### Description of the task
Pictures aside, return all of the records exactly as they stand.
Segment Open
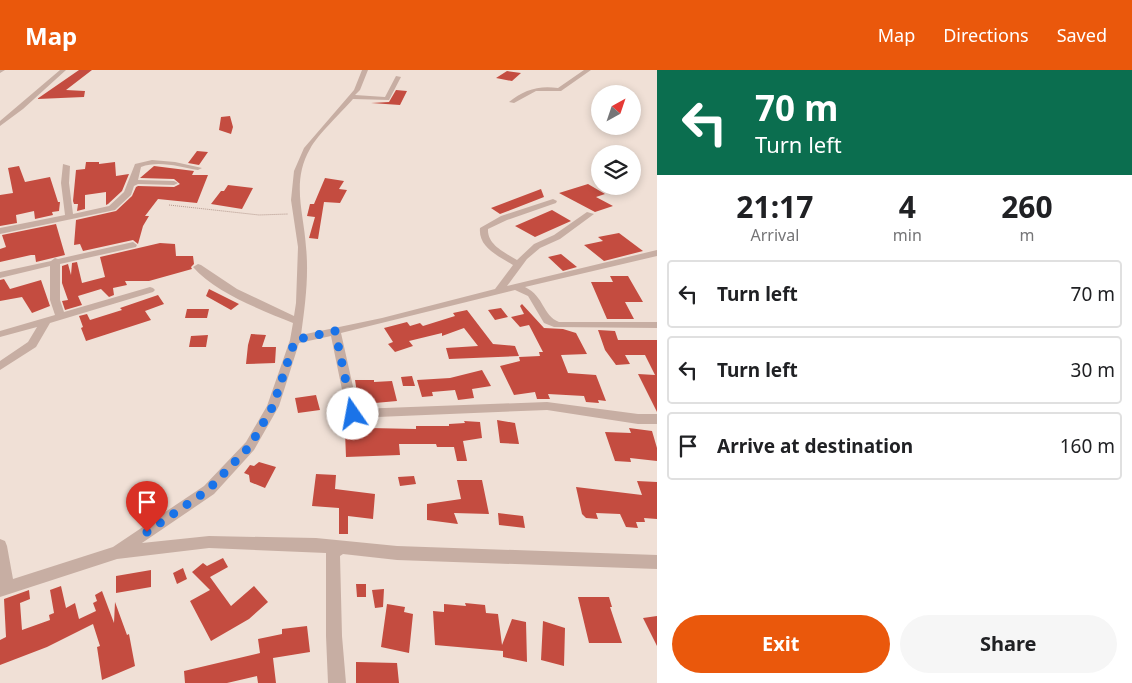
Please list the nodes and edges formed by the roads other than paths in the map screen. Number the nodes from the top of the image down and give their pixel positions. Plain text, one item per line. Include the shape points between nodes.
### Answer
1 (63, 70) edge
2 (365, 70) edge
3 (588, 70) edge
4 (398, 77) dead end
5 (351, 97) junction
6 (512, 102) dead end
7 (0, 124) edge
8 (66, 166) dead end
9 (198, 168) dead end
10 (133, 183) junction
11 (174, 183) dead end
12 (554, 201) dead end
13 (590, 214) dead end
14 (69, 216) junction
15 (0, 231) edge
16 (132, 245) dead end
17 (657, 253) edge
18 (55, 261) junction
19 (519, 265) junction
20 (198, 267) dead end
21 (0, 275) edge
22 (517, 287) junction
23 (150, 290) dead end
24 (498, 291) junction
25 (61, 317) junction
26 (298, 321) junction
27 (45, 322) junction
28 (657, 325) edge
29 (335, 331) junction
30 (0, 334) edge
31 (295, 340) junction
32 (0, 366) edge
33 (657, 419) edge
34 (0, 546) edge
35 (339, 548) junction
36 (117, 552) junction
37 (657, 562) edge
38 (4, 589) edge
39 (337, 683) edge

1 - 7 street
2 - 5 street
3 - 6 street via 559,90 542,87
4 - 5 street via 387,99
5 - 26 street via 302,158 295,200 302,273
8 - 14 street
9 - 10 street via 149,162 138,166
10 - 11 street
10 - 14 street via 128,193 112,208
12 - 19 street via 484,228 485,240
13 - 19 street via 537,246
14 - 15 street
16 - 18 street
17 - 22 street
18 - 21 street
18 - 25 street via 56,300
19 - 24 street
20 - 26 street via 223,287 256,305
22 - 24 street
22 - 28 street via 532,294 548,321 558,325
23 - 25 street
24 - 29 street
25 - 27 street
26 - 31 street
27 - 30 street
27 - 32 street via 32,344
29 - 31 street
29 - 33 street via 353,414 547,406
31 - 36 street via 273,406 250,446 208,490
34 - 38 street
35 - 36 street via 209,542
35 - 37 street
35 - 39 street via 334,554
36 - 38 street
Segment Closed
### Response box
Please list the nodes and edges formed by the roads other than paths in the map screen. Number the nodes from the top of the image down and give their pixel positions. Plain text, one item per line. Include the shape points between nodes.
### Answer
1 (63, 70) edge
2 (365, 70) edge
3 (588, 70) edge
4 (398, 77) dead end
5 (351, 97) junction
6 (512, 102) dead end
7 (0, 124) edge
8 (66, 166) dead end
9 (198, 168) dead end
10 (133, 183) junction
11 (174, 183) dead end
12 (554, 201) dead end
13 (590, 214) dead end
14 (69, 216) junction
15 (0, 231) edge
16 (132, 245) dead end
17 (657, 253) edge
18 (55, 261) junction
19 (519, 265) junction
20 (198, 267) dead end
21 (0, 275) edge
22 (517, 287) junction
23 (150, 290) dead end
24 (498, 291) junction
25 (61, 317) junction
26 (298, 321) junction
27 (45, 322) junction
28 (657, 325) edge
29 (335, 331) junction
30 (0, 334) edge
31 (295, 340) junction
32 (0, 366) edge
33 (657, 419) edge
34 (0, 546) edge
35 (339, 548) junction
36 (117, 552) junction
37 (657, 562) edge
38 (4, 589) edge
39 (337, 683) edge

1 - 7 street
2 - 5 street
3 - 6 street via 559,90 542,87
4 - 5 street via 387,99
5 - 26 street via 302,158 295,200 302,273
8 - 14 street
9 - 10 street via 149,162 138,166
10 - 11 street
10 - 14 street via 128,193 112,208
12 - 19 street via 484,228 485,240
13 - 19 street via 537,246
14 - 15 street
16 - 18 street
17 - 22 street
18 - 21 street
18 - 25 street via 56,300
19 - 24 street
20 - 26 street via 223,287 256,305
22 - 24 street
22 - 28 street via 532,294 548,321 558,325
23 - 25 street
24 - 29 street
25 - 27 street
26 - 31 street
27 - 30 street
27 - 32 street via 32,344
29 - 31 street
29 - 33 street via 353,414 547,406
31 - 36 street via 273,406 250,446 208,490
34 - 38 street
35 - 36 street via 209,542
35 - 37 street
35 - 39 street via 334,554
36 - 38 street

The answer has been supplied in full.